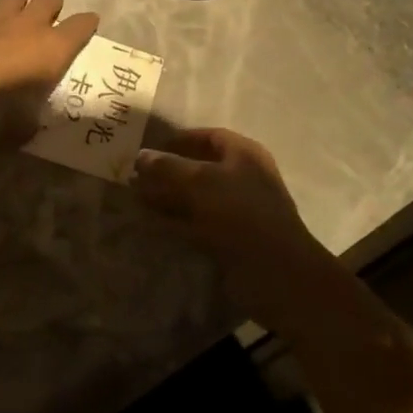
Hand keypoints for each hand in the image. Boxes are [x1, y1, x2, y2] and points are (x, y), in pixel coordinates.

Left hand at [0, 0, 98, 151]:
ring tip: (18, 11)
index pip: (82, 25)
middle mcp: (30, 25)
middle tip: (48, 21)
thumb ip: (34, 114)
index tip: (88, 26)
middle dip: (52, 6)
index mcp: (54, 49)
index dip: (87, 24)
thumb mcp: (27, 125)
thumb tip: (30, 119)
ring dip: (20, 1)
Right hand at [133, 128, 333, 328]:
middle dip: (168, 171)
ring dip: (167, 197)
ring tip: (135, 198)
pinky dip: (175, 221)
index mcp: (244, 155)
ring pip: (195, 198)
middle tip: (135, 176)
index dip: (180, 140)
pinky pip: (197, 223)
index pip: (209, 137)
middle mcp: (242, 178)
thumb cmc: (241, 214)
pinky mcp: (229, 239)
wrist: (277, 274)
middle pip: (199, 168)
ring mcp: (236, 211)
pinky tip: (150, 222)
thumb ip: (169, 168)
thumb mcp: (201, 183)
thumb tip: (140, 156)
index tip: (150, 148)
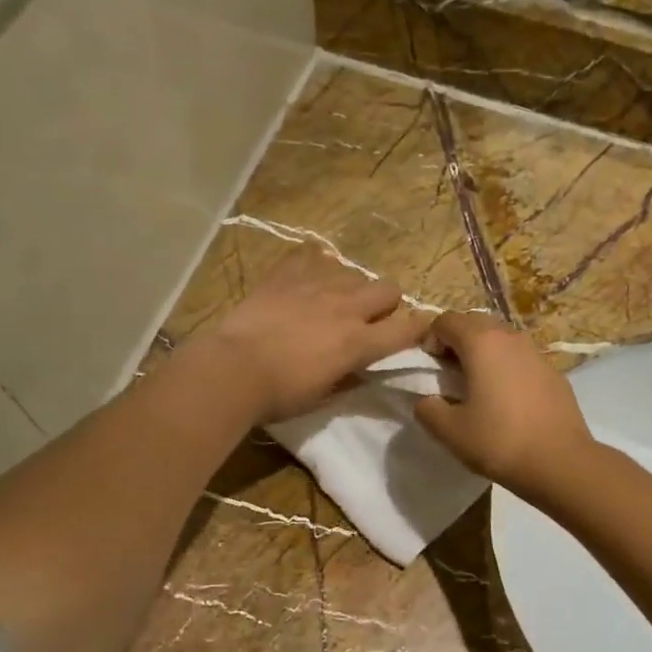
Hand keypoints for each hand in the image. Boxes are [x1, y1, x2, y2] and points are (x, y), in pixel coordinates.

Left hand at [201, 246, 427, 422]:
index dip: (419, 329)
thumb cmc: (278, 394)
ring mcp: (316, 285)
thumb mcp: (322, 397)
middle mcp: (346, 307)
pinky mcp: (287, 273)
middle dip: (386, 303)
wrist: (232, 369)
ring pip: (353, 272)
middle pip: (388, 289)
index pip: (406, 329)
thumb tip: (361, 370)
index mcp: (358, 343)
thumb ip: (348, 379)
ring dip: (350, 287)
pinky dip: (315, 264)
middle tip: (368, 319)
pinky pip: (313, 254)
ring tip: (331, 300)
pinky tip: (306, 278)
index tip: (419, 330)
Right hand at [414, 313, 594, 499]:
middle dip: (456, 341)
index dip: (430, 339)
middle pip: (475, 322)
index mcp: (482, 343)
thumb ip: (427, 409)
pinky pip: (521, 358)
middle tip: (448, 373)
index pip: (446, 320)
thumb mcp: (449, 431)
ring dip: (483, 352)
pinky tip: (507, 399)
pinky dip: (506, 367)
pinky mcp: (554, 372)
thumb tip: (427, 400)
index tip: (428, 367)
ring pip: (501, 338)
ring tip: (477, 385)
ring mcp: (536, 353)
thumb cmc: (500, 442)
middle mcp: (510, 337)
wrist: (561, 462)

◆ **Assigned task**:
Please copy the lines above exactly, starting at the line that holds "index mcp: (244, 155)" and ending at the line that holds "index pip: (406, 329)"; include both, but no pictures.

◆ **Response to this task**:
index mcp: (244, 155)
ring pip: (195, 198)
middle tip: (135, 176)
index dip: (180, 140)
pinky pip: (197, 223)
index pip: (209, 137)
middle mcp: (242, 178)
thumb cmc: (241, 214)
pinky mcp: (229, 239)
wrist: (277, 274)
middle pip: (199, 168)
ring mcp: (236, 211)
pinky tip: (150, 222)
thumb ip: (169, 168)
thumb mcp: (201, 183)
thumb tip: (140, 156)
index tip: (150, 148)
Hand keypoints for each hand in the image. Boxes are [x1, y1, x2, y2] and points are (x, y), in pixel coordinates.

Left hand at [201, 246, 427, 422]:
index dip: (419, 329)
thumb cmc: (278, 394)
ring mcp: (316, 285)
thumb mcp: (322, 397)
middle mcp: (346, 307)
pinky mcp: (287, 273)
middle dip: (386, 303)
wrist: (232, 369)
ring pip: (353, 272)
middle pip: (388, 289)
index pip: (406, 329)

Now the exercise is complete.